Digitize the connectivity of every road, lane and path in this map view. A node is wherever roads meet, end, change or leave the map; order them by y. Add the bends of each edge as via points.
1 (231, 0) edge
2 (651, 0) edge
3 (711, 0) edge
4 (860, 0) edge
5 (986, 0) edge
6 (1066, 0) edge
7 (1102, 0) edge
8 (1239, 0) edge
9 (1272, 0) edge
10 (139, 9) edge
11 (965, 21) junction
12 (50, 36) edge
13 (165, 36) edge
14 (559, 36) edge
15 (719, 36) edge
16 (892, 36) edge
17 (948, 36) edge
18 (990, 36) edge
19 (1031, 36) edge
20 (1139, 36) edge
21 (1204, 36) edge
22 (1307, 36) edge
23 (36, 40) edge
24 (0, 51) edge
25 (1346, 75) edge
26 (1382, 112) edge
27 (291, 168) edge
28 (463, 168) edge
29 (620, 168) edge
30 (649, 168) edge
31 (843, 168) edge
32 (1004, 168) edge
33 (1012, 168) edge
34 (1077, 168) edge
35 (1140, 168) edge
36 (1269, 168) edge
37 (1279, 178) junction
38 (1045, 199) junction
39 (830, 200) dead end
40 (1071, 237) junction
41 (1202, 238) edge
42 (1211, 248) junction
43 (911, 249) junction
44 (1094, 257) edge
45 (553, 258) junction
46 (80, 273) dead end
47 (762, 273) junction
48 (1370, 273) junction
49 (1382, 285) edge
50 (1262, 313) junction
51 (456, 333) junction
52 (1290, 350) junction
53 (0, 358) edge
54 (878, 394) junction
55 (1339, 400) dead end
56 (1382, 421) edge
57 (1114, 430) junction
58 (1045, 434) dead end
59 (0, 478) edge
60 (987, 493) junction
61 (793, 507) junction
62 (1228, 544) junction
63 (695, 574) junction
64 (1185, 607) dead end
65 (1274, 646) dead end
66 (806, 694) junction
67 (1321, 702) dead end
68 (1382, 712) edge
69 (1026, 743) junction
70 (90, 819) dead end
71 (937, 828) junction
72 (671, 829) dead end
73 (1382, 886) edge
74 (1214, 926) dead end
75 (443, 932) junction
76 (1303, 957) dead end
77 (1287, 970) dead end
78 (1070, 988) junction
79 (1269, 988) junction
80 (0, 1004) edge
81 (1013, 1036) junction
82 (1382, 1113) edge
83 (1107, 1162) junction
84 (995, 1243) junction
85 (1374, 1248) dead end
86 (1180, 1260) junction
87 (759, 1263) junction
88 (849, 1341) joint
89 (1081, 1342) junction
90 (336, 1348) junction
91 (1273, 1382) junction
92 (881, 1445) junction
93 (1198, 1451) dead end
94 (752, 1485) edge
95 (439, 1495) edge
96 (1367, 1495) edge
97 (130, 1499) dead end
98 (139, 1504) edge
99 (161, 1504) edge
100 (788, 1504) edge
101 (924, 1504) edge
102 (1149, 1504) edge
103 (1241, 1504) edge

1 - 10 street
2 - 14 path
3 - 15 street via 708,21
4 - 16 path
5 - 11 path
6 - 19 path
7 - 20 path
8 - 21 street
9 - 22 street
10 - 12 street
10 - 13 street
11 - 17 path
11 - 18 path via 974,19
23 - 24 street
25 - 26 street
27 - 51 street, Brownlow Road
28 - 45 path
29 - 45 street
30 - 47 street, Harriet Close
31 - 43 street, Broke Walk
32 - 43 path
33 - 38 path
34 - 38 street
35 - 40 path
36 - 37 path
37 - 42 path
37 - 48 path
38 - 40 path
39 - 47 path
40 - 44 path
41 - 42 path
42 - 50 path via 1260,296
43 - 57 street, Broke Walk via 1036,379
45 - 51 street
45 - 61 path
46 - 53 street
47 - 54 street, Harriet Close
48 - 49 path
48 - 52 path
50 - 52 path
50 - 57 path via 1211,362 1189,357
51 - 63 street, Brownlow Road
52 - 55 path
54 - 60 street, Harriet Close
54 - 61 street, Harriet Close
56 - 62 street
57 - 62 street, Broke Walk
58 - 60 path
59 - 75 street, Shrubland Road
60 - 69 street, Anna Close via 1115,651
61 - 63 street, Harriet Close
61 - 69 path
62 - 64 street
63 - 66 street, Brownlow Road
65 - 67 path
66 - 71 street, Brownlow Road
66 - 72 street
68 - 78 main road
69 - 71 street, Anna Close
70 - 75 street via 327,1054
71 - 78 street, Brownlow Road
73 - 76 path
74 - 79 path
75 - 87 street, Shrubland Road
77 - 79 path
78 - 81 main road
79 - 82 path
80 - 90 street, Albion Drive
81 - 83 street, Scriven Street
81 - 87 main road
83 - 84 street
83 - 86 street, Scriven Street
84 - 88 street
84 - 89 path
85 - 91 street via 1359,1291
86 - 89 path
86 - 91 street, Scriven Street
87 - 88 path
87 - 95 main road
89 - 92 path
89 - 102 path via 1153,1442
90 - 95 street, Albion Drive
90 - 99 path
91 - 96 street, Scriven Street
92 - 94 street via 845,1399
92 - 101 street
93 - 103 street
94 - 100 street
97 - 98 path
=-=-=-=-=
### What the task asks
Copy out the records shown above, every one, exactly.

### Answer
Digitize the connectivity of every road, lane and path in this map view. A node is wherever roads meet, end, change or leave the map; order them by y. Add the bends of each edge as via points.
1 (231, 0) edge
2 (651, 0) edge
3 (711, 0) edge
4 (860, 0) edge
5 (986, 0) edge
6 (1066, 0) edge
7 (1102, 0) edge
8 (1239, 0) edge
9 (1272, 0) edge
10 (139, 9) edge
11 (965, 21) junction
12 (50, 36) edge
13 (165, 36) edge
14 (559, 36) edge
15 (719, 36) edge
16 (892, 36) edge
17 (948, 36) edge
18 (990, 36) edge
19 (1031, 36) edge
20 (1139, 36) edge
21 (1204, 36) edge
22 (1307, 36) edge
23 (36, 40) edge
24 (0, 51) edge
25 (1346, 75) edge
26 (1382, 112) edge
27 (291, 168) edge
28 (463, 168) edge
29 (620, 168) edge
30 (649, 168) edge
31 (843, 168) edge
32 (1004, 168) edge
33 (1012, 168) edge
34 (1077, 168) edge
35 (1140, 168) edge
36 (1269, 168) edge
37 (1279, 178) junction
38 (1045, 199) junction
39 (830, 200) dead end
40 (1071, 237) junction
41 (1202, 238) edge
42 (1211, 248) junction
43 (911, 249) junction
44 (1094, 257) edge
45 (553, 258) junction
46 (80, 273) dead end
47 (762, 273) junction
48 (1370, 273) junction
49 (1382, 285) edge
50 (1262, 313) junction
51 (456, 333) junction
52 (1290, 350) junction
53 (0, 358) edge
54 (878, 394) junction
55 (1339, 400) dead end
56 (1382, 421) edge
57 (1114, 430) junction
58 (1045, 434) dead end
59 (0, 478) edge
60 (987, 493) junction
61 (793, 507) junction
62 (1228, 544) junction
63 (695, 574) junction
64 (1185, 607) dead end
65 (1274, 646) dead end
66 (806, 694) junction
67 (1321, 702) dead end
68 (1382, 712) edge
69 (1026, 743) junction
70 (90, 819) dead end
71 (937, 828) junction
72 (671, 829) dead end
73 (1382, 886) edge
74 (1214, 926) dead end
75 (443, 932) junction
76 (1303, 957) dead end
77 (1287, 970) dead end
78 (1070, 988) junction
79 (1269, 988) junction
80 (0, 1004) edge
81 (1013, 1036) junction
82 (1382, 1113) edge
83 (1107, 1162) junction
84 (995, 1243) junction
85 (1374, 1248) dead end
86 (1180, 1260) junction
87 (759, 1263) junction
88 (849, 1341) joint
89 (1081, 1342) junction
90 (336, 1348) junction
91 (1273, 1382) junction
92 (881, 1445) junction
93 (1198, 1451) dead end
94 (752, 1485) edge
95 (439, 1495) edge
96 (1367, 1495) edge
97 (130, 1499) dead end
98 (139, 1504) edge
99 (161, 1504) edge
100 (788, 1504) edge
101 (924, 1504) edge
102 (1149, 1504) edge
103 (1241, 1504) edge

1 - 10 street
2 - 14 path
3 - 15 street via 708,21
4 - 16 path
5 - 11 path
6 - 19 path
7 - 20 path
8 - 21 street
9 - 22 street
10 - 12 street
10 - 13 street
11 - 17 path
11 - 18 path via 974,19
23 - 24 street
25 - 26 street
27 - 51 street, Brownlow Road
28 - 45 path
29 - 45 street
30 - 47 street, Harriet Close
31 - 43 street, Broke Walk
32 - 43 path
33 - 38 path
34 - 38 street
35 - 40 path
36 - 37 path
37 - 42 path
37 - 48 path
38 - 40 path
39 - 47 path
40 - 44 path
41 - 42 path
42 - 50 path via 1260,296
43 - 57 street, Broke Walk via 1036,379
45 - 51 street
45 - 61 path
46 - 53 street
47 - 54 street, Harriet Close
48 - 49 path
48 - 52 path
50 - 52 path
50 - 57 path via 1211,362 1189,357
51 - 63 street, Brownlow Road
52 - 55 path
54 - 60 street, Harriet Close
54 - 61 street, Harriet Close
56 - 62 street
57 - 62 street, Broke Walk
58 - 60 path
59 - 75 street, Shrubland Road
60 - 69 street, Anna Close via 1115,651
61 - 63 street, Harriet Close
61 - 69 path
62 - 64 street
63 - 66 street, Brownlow Road
65 - 67 path
66 - 71 street, Brownlow Road
66 - 72 street
68 - 78 main road
69 - 71 street, Anna Close
70 - 75 street via 327,1054
71 - 78 street, Brownlow Road
73 - 76 path
74 - 79 path
75 - 87 street, Shrubland Road
77 - 79 path
78 - 81 main road
79 - 82 path
80 - 90 street, Albion Drive
81 - 83 street, Scriven Street
81 - 87 main road
83 - 84 street
83 - 86 street, Scriven Street
84 - 88 street
84 - 89 path
85 - 91 street via 1359,1291
86 - 89 path
86 - 91 street, Scriven Street
87 - 88 path
87 - 95 main road
89 - 92 path
89 - 102 path via 1153,1442
90 - 95 street, Albion Drive
90 - 99 path
91 - 96 street, Scriven Street
92 - 94 street via 845,1399
92 - 101 street
93 - 103 street
94 - 100 street
97 - 98 path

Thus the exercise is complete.